How well Windows 8 will be accepted in the laptop/desktop market will have a lot less to do with the user interface and a lot more to do with whether it offers any convincing features that make it worth the upgrade. But even with compelling features, I agree with you and RetiredChief that upgrade cycles will dominate it's acceptance rate. Corporations, in particular, are widely adopting Windows 7 and it seems unlikely that a majority of them would be ripe for another upgrade very soon.
a b $ Windows 7
September 13, 2011 3:04:00 PM

^True, the standard Windows desktop is still there; I was aware of this. Now for the tricky question, which ties in to what you mentioned: How different will W8 be from W8, and will it be worth the upgrade?
a b $ Windows 7
September 13, 2011 8:12:26 PM

Herr_Koos said:
XP's legacy is Microsoft's own fault. They were too late in delivering an operating system that people wanted to move to rather than stay on XP. Vista was shunned due to bad press, and in contrast 7 has been almost universally praised.

What we've seen from Windows 8 so far looks very different from 7 in many respects, to such an extent that I believe people will be hesitant to upgrade, especially so soon after finally ditching XP for 7. So I wouldn't pay too much heed to the 2015 date; XP has shown that an OS can stick around long after MS wanted to throw the kill switch.


Vista was shunned because it wasn't very good. 7's greatest achievement is that is replaced Vista.

And you should pay heed to that 2015 date. XP got a reprieve because it was the flagship for so long and still owns a plurality of the OS market, half a decade after it was eclipsed. 7 wont have that luxury.
a b $ Windows 7
September 13, 2011 8:14:31 PM

RetiredChief said:
Have to aggree with Herr_Koos assessment.
(1) A large percentage of sales fall into to two catagories: (A) corporations, and where I work they did not switch over to from XP to win 7 untill this year. (B) New systems that are preloaded. This tends to push out the switch. The lenght of time that a user "Need" to upgrade his/her computer has increased. The majority do not fall in that catagory of "Must have the fastest/latest greatest" computer and the computing power currently out strips the needs. For the private sector, other than Gaming, and the average corporate needs (excluding scientific and thoes that really need the horsepower) there is little need to upgrade outside of a five year replacement.
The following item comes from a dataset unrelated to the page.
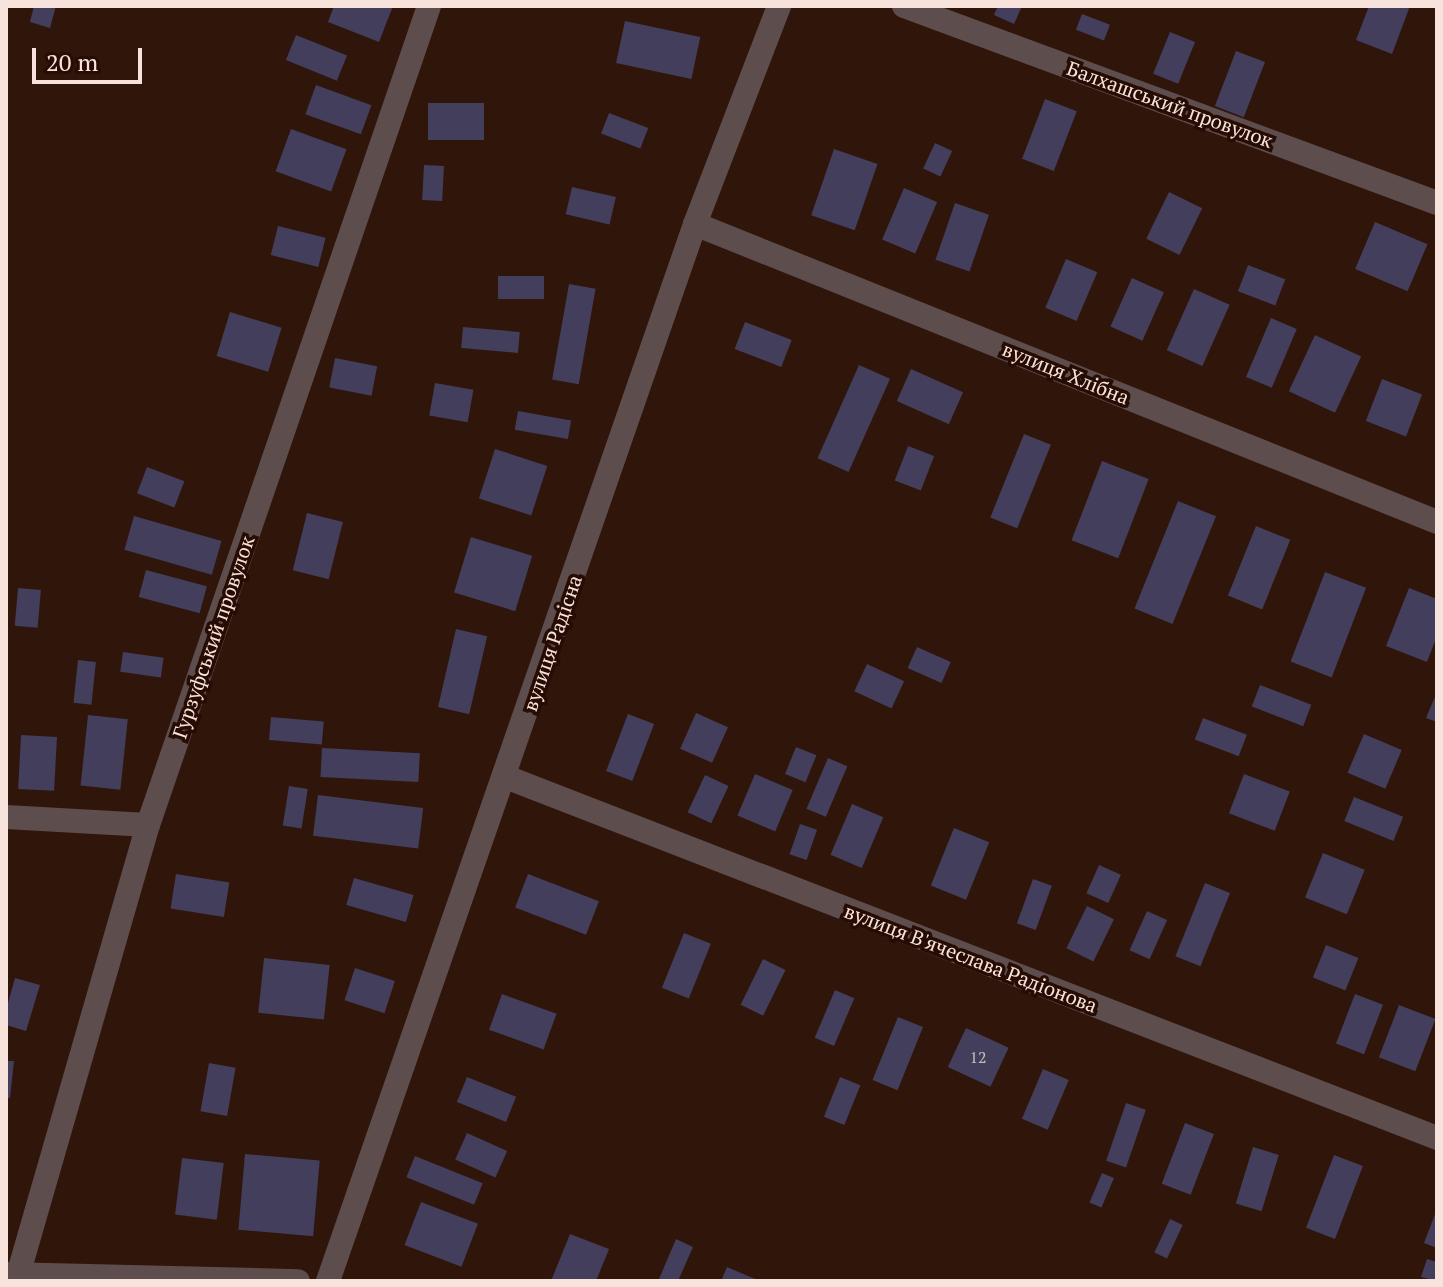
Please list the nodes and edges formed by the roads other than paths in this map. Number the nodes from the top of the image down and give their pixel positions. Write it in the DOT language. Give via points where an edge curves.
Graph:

I agree with your point here, but thats not what he said. He said 7 was the new XP. The only thing they really have in common is people liked both.
a b $ Windows 7
September 13, 2011 8:25:37 PM

Time will tell, I suppose.
a c 209 $ Windows 7
September 13, 2011 10:14:21 PM

FALC0N said:
He said 7 was the new XP. The only thing they really have in common is people liked both.
I think when people say "Windows 7 is the new XP" what they usually mean is that it will be another Microsoft OS that hits a new highwater mark in terms of popularity. In that regard, I agree.